I think these changes would be fairly easy to make on the fly, but your mileage may vary and it wouldn’t take much effort to preflight these. Either way, I recommend frequently thinking about how the encounters could potentially feature one or more of the factions active in the city. These are described at the beginning of Part 5, but a pertinent review:

  • Devil Raiders: Opportunistic, independent devils raiding Elturel before its ultimate destruction could be independent operators (like the chain devil described above) or used as foreshadowing of the Avernian Warlords (see Part 7E).
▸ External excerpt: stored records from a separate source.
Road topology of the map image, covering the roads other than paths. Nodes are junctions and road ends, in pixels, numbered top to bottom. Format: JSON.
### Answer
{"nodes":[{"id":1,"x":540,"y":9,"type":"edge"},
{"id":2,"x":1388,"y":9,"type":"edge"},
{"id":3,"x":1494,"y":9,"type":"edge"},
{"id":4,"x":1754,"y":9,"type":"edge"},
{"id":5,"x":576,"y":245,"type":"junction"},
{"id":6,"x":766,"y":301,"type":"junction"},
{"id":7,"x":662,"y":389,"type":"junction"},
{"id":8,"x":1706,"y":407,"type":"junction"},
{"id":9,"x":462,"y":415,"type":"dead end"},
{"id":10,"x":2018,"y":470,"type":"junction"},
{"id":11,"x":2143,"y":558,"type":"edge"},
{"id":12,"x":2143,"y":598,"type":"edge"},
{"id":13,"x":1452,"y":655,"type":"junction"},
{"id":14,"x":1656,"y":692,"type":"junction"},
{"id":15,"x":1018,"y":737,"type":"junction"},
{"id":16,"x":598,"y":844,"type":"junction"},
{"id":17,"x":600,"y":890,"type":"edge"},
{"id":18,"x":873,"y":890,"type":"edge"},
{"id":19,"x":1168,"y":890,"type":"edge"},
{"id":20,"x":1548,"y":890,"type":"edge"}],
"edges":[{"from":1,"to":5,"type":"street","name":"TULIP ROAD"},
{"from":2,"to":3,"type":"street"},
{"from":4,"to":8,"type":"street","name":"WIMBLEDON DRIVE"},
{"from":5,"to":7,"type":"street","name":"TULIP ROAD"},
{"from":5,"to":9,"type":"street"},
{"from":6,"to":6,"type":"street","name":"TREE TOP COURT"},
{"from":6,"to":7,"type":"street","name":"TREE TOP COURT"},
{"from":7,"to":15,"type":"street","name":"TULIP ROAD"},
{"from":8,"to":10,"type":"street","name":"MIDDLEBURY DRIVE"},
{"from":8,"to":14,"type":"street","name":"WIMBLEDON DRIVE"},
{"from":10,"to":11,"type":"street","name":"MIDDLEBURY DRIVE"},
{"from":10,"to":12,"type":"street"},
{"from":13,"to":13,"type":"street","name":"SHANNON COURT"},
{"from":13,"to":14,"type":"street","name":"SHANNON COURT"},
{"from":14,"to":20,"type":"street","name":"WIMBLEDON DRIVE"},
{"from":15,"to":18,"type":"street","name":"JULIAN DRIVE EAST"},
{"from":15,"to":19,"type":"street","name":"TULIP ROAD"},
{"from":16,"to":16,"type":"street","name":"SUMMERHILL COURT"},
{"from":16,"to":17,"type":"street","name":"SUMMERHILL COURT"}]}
  • Hell Knights: These encounters can establish that the High Knights transformed into the Hell Knights; the destruction of high-level spellcasters; and/or the continued corruption of the Hellriders and Order of the Companion. (Recommendations for Hell Knight stats are given in Part 7G.)
  • Zarielite Cultists: Highlight that many of these cultists came to Elturel as a sort of pilgrimage AND that the Elturian government has been riddled with Zarielites for decades. They’re mostly just reveling now, but questioning them can fill in a lot of gaps about how Elturel fell and also what’s been happening here since the city arrived in Hell.
  • Ikaia’s Followers: Not all of whom need be his Sons or Daughters; there are a number of humans who have more less pledged fealty to someone who they feel can protect them in the midst of all this insanity. These encounters are most likely to happen in the east side of the city.
  • Ravengard’s Peacekeepers: Should probably give the sense that they are overwhelmed, but trying hard. More likely to be encountered in the west side of the city, but if encountered in the east are likely to be overwhelmed (cut off from their comrades when Torm’s Bridges were taken).
  • Liashandra’s Demons: This faction primarily exists to justify using demon stat blocks in Hell, but you do have some opportunity to establish the larger planar-political situation of the Blood War and the motives behind Zariel’s Elturian recruitment drive. There’s also a slim opportunity for some enemy-of-my-enemy action, as Liashandra’s primary mission is to sabotage the Fall of Elturel, so feel free to tack in that direction for demonic encounters.

Tip: You can use the street generator, random business table, and floor plan generator from the Streetcrawling Tools to quickly contextualize these encounters as needed. Try not to pause the action for this. Frequently you can start the encounter and then multitask, using the generators in the background.